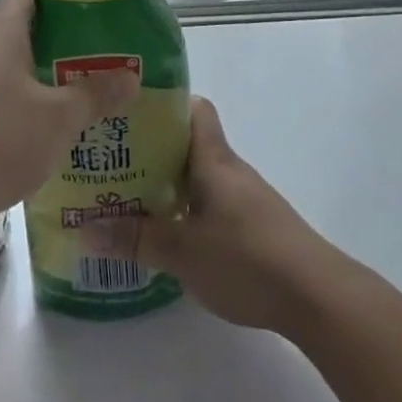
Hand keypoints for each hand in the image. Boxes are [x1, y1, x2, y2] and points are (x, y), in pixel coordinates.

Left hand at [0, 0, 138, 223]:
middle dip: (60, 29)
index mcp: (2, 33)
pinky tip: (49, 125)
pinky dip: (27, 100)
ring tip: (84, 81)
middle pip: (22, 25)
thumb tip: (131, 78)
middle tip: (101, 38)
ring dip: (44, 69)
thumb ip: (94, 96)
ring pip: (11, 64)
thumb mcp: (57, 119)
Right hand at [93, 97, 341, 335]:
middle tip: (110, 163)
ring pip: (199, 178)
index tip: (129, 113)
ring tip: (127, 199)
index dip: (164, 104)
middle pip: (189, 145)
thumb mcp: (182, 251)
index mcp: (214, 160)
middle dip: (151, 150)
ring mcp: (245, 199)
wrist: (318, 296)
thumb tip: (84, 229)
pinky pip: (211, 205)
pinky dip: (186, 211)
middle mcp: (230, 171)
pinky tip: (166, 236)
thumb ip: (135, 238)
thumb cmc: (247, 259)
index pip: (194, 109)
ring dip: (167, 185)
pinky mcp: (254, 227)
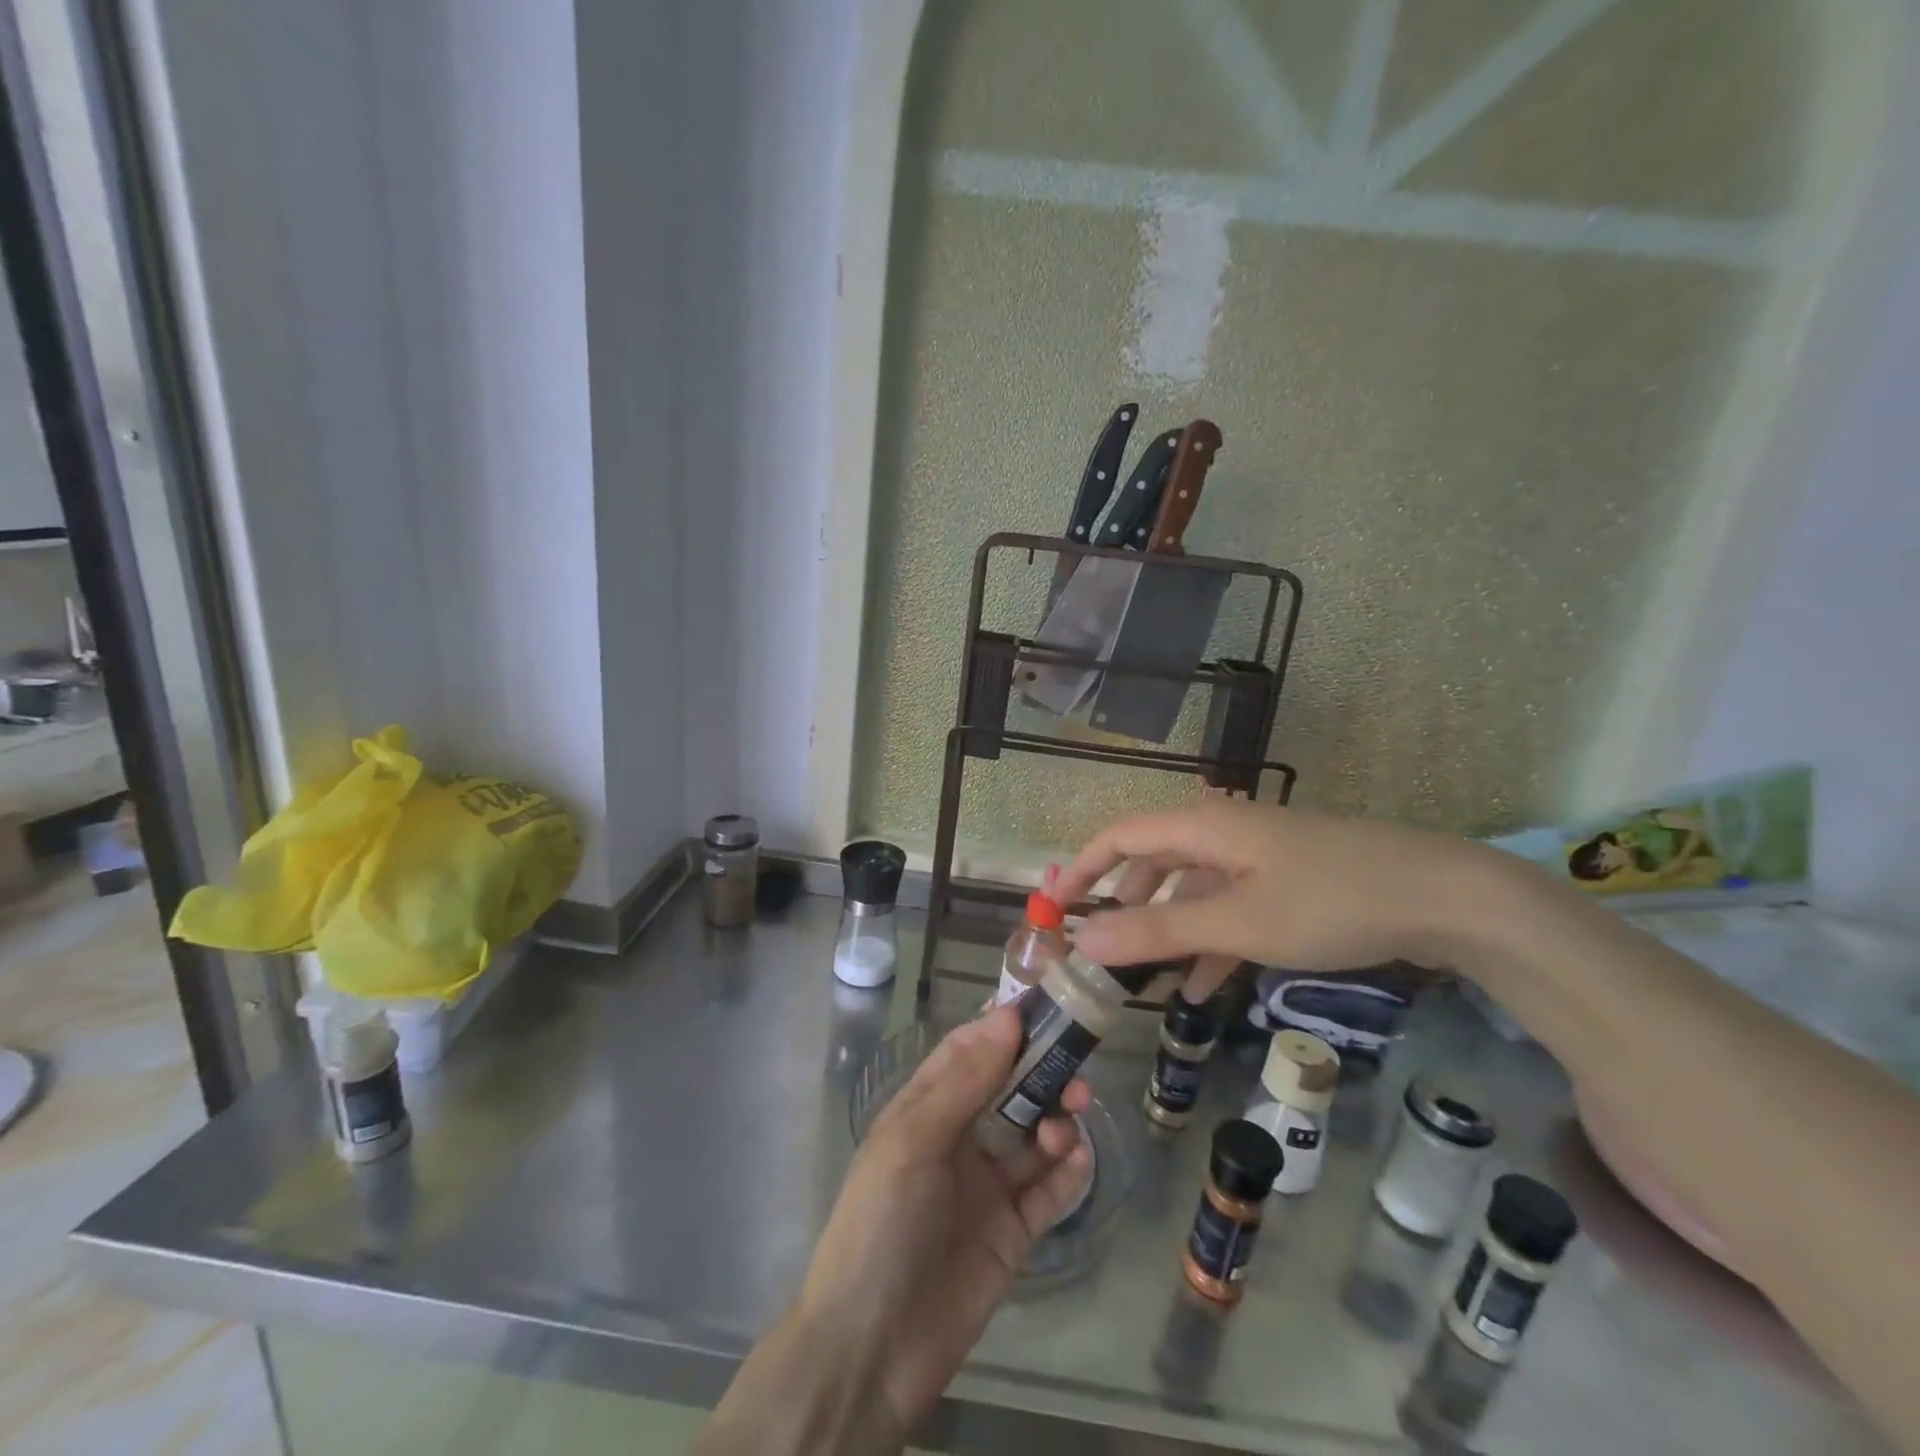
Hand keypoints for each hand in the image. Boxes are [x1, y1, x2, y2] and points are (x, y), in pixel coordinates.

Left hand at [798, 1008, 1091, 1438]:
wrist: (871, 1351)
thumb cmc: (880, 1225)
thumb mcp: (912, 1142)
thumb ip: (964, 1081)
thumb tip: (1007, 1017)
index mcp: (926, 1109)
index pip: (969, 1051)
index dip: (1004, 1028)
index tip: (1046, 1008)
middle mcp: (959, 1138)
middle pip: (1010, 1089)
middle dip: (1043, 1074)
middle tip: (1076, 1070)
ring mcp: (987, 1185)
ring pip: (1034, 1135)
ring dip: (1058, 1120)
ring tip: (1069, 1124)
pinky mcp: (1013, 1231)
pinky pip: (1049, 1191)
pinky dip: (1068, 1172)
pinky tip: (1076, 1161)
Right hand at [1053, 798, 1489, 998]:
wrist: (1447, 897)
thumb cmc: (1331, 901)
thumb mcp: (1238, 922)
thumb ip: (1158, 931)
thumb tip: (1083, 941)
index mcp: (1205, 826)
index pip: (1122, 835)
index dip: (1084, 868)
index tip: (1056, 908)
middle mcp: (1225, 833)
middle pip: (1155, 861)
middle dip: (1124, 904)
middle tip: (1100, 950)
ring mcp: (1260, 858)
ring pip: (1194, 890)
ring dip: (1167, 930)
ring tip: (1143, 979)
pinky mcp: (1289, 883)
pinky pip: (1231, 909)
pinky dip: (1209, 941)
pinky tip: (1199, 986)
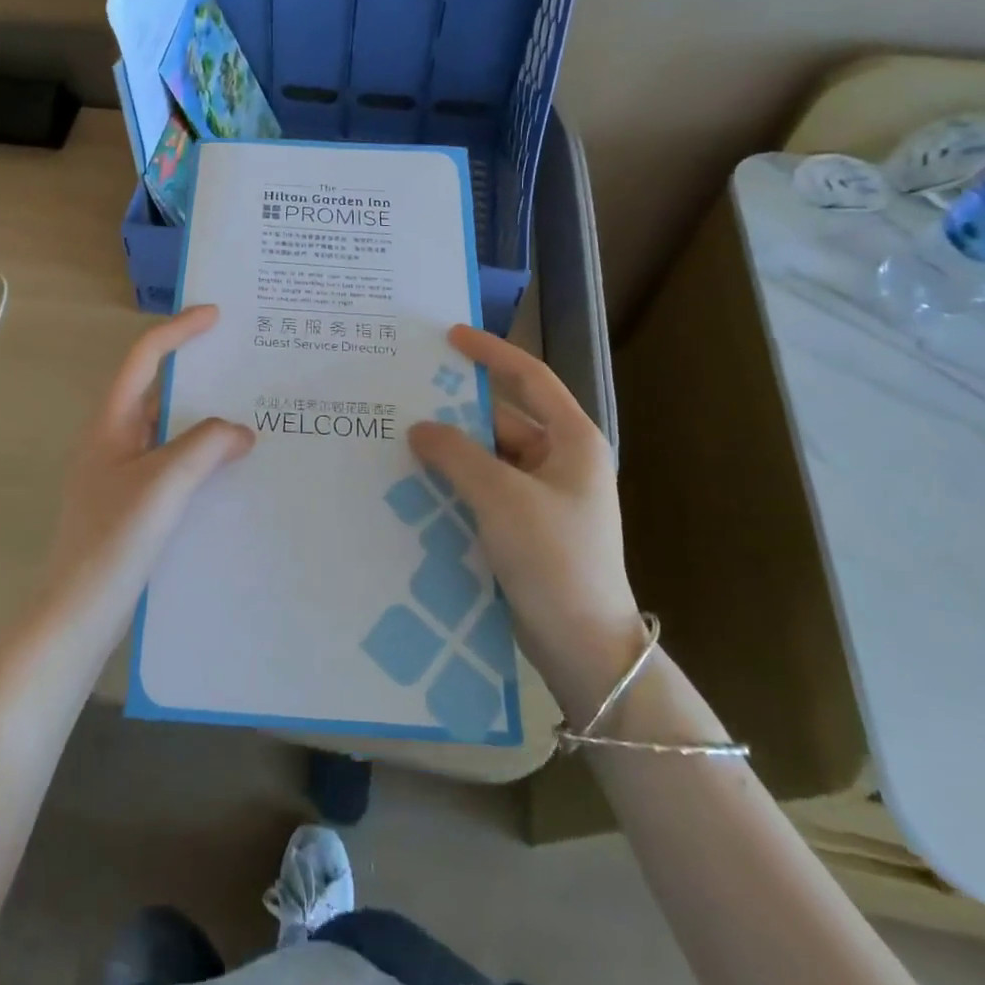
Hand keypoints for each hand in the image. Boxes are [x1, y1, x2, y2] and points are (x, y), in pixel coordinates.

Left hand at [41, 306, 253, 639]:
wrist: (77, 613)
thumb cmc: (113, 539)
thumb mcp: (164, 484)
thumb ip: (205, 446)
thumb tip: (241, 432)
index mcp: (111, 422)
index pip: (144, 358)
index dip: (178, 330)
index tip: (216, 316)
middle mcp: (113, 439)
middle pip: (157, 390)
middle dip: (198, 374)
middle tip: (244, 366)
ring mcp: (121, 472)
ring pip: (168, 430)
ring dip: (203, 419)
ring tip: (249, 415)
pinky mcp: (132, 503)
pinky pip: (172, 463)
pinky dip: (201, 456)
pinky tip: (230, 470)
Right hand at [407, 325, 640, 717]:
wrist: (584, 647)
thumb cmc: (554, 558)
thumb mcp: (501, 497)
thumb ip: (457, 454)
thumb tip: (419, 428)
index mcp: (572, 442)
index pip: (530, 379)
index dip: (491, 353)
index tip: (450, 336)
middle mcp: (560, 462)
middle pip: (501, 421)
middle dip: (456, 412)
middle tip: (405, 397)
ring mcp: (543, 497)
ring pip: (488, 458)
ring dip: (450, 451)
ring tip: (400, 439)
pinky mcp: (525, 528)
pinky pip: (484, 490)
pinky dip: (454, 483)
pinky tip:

**Action item**
Report each line of the material in which the string "Left" occurs.

**Written reply**
Left hand at [0, 0, 138, 223]:
Left hand at [798, 1008, 1091, 1438]:
Left hand at [41, 306, 253, 639]:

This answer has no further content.